APLICAÇÃO DO CDC À
INSTITUIÇÃO FINANCEIRA
APELAÇÃO
CÍVEL - AÇÃO DE COBRANÇA - CONTRATOS DE ABERTURA DE CRÉDITO ROTATIVO E FIXO
INSURGÊNCIA DA INSTITUIÇÃO FINANCEIRA - 1) JUROS
REMUNERATÓRIOS - CONTRATO DE CRÉDITO ROTATIVO
Vistos,
relatados e discutidos estes autos de Apelação Cível n. 2007.050313-6, da
comarca de Pinhalzinho (Vara Única), em que é apelante Banco do Brasil S/A e apelada Remidio
Schultz Me e outros:
ACORDAM,
RELATÓRIO
Na Comarca
de Pinhalzinho/SC (Vara Única), Banco do Brasil S/A ajuizou ação de cobrança em
face de Remídio Schultz ME - devedor principal, Remídio Schultz, Adi Inês Schultz, Aliceu
Floss e Luxia Jacinta Floss - fiadores, pretendendo o adimplemento do valor de R$
4.607,83, oriundo do contrato n. 139.204.034 de abertura de crédito rotativo e
fixo na conta corrente n. 003.935-7, pactuado em 01.11.1999.
Citados, os
demandados apresentaram contestação (fls. 100-115), sustentando a incidência de
encargos abusivos e postularam a revisão de todo o encadeamento negocial.
Após
réplica (fls. 120-148), sobreveio sentença (fls. 154-158) que, julgando
parcialmente procedente o pleito exordial, condenou
os demandados ao pagamento do débito, observados os seguintes critérios: a)

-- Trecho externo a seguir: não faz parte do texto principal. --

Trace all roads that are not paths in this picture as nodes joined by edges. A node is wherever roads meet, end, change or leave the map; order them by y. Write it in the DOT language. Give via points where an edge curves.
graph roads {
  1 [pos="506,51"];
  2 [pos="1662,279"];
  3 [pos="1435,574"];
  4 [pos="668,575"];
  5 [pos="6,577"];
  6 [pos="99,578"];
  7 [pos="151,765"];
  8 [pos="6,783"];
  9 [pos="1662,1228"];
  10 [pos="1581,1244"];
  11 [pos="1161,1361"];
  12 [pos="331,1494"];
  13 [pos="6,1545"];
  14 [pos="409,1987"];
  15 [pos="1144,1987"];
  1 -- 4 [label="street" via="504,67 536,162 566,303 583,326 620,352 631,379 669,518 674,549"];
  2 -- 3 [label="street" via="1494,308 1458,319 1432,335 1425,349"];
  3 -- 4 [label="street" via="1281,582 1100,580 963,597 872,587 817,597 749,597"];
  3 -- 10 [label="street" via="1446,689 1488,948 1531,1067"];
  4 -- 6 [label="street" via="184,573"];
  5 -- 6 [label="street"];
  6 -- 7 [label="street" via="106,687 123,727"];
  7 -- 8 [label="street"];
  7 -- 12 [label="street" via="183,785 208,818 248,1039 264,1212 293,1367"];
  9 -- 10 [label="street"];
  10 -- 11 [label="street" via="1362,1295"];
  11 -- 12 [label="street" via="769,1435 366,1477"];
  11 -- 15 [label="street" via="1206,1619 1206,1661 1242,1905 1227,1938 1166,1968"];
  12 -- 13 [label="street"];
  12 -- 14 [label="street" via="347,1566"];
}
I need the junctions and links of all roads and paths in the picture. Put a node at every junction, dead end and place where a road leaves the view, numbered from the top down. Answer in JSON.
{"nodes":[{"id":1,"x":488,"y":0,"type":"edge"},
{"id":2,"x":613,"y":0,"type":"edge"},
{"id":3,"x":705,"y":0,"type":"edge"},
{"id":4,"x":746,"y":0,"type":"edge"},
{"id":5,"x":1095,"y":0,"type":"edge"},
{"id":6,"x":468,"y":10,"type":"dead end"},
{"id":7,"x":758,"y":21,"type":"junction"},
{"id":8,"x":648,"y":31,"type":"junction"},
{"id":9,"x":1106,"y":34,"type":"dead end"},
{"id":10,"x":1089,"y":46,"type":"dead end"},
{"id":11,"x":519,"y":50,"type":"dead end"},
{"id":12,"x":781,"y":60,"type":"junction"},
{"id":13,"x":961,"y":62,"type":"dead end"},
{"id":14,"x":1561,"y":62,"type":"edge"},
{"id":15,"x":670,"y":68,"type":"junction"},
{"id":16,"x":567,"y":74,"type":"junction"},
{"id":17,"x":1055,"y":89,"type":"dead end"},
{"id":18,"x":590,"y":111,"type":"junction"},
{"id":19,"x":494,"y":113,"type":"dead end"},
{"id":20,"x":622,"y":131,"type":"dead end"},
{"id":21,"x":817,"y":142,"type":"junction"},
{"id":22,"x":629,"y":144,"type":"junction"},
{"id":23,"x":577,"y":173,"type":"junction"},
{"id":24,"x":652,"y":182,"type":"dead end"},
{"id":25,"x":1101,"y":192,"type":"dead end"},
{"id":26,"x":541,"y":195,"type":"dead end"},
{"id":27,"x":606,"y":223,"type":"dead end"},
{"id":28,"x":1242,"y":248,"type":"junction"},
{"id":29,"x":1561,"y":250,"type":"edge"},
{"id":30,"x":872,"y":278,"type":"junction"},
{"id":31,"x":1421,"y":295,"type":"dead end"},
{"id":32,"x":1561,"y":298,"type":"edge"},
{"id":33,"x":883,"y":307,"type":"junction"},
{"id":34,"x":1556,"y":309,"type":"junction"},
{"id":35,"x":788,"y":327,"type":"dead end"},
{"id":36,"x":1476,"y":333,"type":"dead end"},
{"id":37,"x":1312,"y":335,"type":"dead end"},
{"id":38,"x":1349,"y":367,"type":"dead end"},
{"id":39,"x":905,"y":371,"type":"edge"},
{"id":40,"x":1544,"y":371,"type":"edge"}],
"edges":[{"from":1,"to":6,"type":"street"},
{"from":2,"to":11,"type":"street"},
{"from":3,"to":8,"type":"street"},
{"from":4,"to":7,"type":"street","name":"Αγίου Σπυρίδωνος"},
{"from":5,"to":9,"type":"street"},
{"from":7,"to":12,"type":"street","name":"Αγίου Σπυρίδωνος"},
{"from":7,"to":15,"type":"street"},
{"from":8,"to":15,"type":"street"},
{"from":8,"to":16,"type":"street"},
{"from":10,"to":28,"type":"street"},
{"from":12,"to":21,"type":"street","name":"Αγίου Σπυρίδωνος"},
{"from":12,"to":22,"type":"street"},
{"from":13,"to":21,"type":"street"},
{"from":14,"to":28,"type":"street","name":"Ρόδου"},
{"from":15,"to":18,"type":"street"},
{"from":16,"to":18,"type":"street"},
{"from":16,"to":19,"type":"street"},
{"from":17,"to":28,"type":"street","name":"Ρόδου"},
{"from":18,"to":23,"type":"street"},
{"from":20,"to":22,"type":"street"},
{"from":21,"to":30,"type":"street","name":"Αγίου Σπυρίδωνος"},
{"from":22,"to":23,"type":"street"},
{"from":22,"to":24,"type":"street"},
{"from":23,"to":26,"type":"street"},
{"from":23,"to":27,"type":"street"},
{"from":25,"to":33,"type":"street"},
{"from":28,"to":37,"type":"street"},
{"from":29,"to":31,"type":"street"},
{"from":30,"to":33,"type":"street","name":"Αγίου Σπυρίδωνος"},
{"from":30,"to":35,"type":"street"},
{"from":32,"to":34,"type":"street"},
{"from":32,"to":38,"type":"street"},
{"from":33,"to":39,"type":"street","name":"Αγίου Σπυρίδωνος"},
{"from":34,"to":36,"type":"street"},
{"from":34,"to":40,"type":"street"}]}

redução da taxa de juros remuneratórios no contrato de abertura de crédito em
conta corrente para o patamar de 51,74% ao ano; b) exclusão da capitalização de
juros remuneratórios; c) proibição da cumulação da comissão de permanência com
os juros moratórios e multa de mora para o período de inadimplência; d) redução
da multa de mora para o patamar de 2% sobre o saldo
devedor. Por fim, condenou ambas as partes ao pagamento das despesas
processuais pro rata, e honorários advocatícios em R$800,00, respectivamente, aos
procuradores da instituição financeira e dos demandados.
Irresignada, a instituição financeira apelou (fls.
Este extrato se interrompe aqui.